Mounted at /content/drive


In [5]:
# Load the training data
train_df = pd.read_csv('drive/MyDrive/Collab_DATA/KplerData/train_trades_csv_prepared.csv')
test_df = pd.read_csv('drive/MyDrive/Collab_DATA/KplerData/test_trades_csv_prepared.csv')

## Create Ranking destinations based on association rules probabilities


In [7]:
# Create a DataFrame with predictions
ranked_destinations = test_df[['vessel_id', 'destination', 'is_visit', 'vessel_type', 'product_family']].copy()
ranked_destinations['predicted_probability'] = test_df['merged_destination_probability']

# Filter predictions (is_visit = 0) and actual destinations (is_visit = 1)
ranked_destinations_filtered = ranked_destinations[ranked_destinations['is_visit'] == 0]
test_df_sample = ranked_destinations[ranked_destinations['is_visit'] == 1]

# Create a dictionary of actual destinations
actual_destinations = test_df_sample.set_index('vessel_id')['destination'].to_dict()

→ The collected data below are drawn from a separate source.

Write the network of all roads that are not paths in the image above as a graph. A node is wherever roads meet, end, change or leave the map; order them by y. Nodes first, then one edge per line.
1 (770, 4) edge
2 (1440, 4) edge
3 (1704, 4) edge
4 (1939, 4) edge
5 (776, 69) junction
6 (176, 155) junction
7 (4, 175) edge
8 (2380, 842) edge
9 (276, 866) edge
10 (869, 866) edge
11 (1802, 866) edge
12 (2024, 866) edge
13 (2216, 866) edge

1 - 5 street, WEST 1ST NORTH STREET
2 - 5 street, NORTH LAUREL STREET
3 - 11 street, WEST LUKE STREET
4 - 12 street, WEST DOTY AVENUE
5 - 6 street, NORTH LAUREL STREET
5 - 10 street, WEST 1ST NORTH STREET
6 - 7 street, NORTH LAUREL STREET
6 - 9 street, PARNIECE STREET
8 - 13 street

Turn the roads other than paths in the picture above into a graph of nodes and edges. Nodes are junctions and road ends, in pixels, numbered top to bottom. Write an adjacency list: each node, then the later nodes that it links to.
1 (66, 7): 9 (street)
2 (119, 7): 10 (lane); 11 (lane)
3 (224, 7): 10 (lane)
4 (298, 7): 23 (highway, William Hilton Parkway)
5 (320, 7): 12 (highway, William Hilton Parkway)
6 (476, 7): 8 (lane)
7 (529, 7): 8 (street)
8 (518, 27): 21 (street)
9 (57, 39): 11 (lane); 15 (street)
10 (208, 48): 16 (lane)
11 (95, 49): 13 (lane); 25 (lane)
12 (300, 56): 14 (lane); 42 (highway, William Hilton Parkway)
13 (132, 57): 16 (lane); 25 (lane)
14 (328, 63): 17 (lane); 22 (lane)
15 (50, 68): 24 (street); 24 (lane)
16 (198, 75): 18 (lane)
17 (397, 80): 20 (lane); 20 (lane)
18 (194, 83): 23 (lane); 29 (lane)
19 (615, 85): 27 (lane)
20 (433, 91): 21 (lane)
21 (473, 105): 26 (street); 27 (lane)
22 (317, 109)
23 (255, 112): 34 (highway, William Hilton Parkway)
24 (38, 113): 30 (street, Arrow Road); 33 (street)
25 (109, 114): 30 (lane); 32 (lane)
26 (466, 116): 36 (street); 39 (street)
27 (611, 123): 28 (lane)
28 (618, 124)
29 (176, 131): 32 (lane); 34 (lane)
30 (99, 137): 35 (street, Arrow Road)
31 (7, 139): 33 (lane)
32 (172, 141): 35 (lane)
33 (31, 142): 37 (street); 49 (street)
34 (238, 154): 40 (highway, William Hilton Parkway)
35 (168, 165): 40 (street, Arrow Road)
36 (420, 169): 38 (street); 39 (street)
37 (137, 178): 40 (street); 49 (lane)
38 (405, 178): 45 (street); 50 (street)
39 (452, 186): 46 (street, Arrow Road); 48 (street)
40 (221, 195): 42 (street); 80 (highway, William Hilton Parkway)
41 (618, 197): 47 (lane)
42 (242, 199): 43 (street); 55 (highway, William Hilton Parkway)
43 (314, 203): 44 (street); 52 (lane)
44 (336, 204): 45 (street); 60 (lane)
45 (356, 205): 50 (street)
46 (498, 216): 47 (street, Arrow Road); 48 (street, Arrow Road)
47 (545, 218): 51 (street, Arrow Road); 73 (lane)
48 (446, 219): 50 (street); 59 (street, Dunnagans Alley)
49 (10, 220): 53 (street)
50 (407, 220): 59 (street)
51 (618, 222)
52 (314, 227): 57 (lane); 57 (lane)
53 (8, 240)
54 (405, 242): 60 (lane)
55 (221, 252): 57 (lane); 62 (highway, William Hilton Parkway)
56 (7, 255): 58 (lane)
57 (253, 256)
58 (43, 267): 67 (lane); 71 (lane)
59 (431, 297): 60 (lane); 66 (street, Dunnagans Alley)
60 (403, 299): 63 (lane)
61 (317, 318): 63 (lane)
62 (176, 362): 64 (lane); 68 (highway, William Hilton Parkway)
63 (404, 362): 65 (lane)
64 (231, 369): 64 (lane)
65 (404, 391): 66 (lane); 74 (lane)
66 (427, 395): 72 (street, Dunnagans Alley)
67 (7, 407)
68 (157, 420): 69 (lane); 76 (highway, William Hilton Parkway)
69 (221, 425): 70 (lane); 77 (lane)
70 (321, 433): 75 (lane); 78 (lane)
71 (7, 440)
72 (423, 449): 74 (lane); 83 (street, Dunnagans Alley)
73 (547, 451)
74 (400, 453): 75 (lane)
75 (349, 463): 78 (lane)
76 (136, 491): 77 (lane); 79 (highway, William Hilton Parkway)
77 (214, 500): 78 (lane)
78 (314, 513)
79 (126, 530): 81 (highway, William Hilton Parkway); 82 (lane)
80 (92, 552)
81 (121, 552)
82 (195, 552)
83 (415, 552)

## Create Utilities Functions

In [8]:
def get_top_n_predictions(group: pd.DataFrame, n: int) -> List[str]:
    """
    Get the top N predictions for a group of destinations based on predicted probability.

    Args:
        group (pd.DataFrame): A DataFrame containing 'destination' and 'predicted_probability' columns.
        n (int): The number of top predictions to return.

    Returns:
        List[str]: A list of the top N predicted destinations.
    """
    return group.nlargest(n, 'predicted_probability')['destination'].tolist()

def calculate_accuracy_and_ranks(n: int) -> Tuple[float, List[float]]:
    """
    Calculate accuracy and get ranks for Mean Reciprocal Rank (MRR) calculation.

    Args:
        n (int): The number of top predictions to consider.

    Returns:
        Tuple[float, List[float]]: A tuple containing the accuracy and a list of ranks for MRR.
    """
    # Group predictions by vessel_id and get top N predictions for each
    top_n_predictions = ranked_destinations_filtered.groupby('vessel_id').apply(lambda x: get_top_n_predictions(x, n))

    accuracies = []
    ranks = []
    for vessel_id, preds in top_n_predictions.items():
        actual_dest = actual_destinations.get(vessel_id)
        if actual_dest in preds:
            accuracies.append(1)
            ranks.append(1 / (preds.index(actual_dest) + 1))
        else:
            accuracies.append(0)
            ranks.append(0)

    return np.mean(accuracies), ranks

def calculate_accuracy_for_top_n(n: int) -> float:
    """
    Calculate accuracy for top N predictions.

    Args:
        n (int): The number of top predictions to consider.

    Returns:
        float: The accuracy of the top N predictions.
    """
    # Group predictions by vessel_id and get top N predictions for each
    top_n_predictions = ranked_destinations_filtered.groupby('vessel_id').apply(lambda x: get_top_n_predictions(x, n))

    # Calculate accuracy
    accuracy = sum(actual_destinations.get(vessel_id) in preds for vessel_id, preds in top_n_predictions.items()) / len(actual_destinations)

    return accuracy

def calculate_mrr() -> float:
    """
    Calculate the Mean Reciprocal Rank (MRR) for the predictions.

    Returns:
        float: The Mean Reciprocal Rank.
    """
    def get_reciprocal_rank(group: pd.DataFrame) -> float:
        """
        Calculate the reciprocal rank for a single group (vessel).

        Args:
            group (pd.DataFrame): A DataFrame containing predictions for a single vessel.

        Returns:
            float: The reciprocal rank for the vessel.
        """
        vessel_id = group.name
        actual_dest = actual_destinations.get(vessel_id)
        if actual_dest is None:
            return 0

        # Sort predictions by probability in descending order
        sorted_predictions = group.sort_values('predicted_probability', ascending=False).reset_index(drop=True)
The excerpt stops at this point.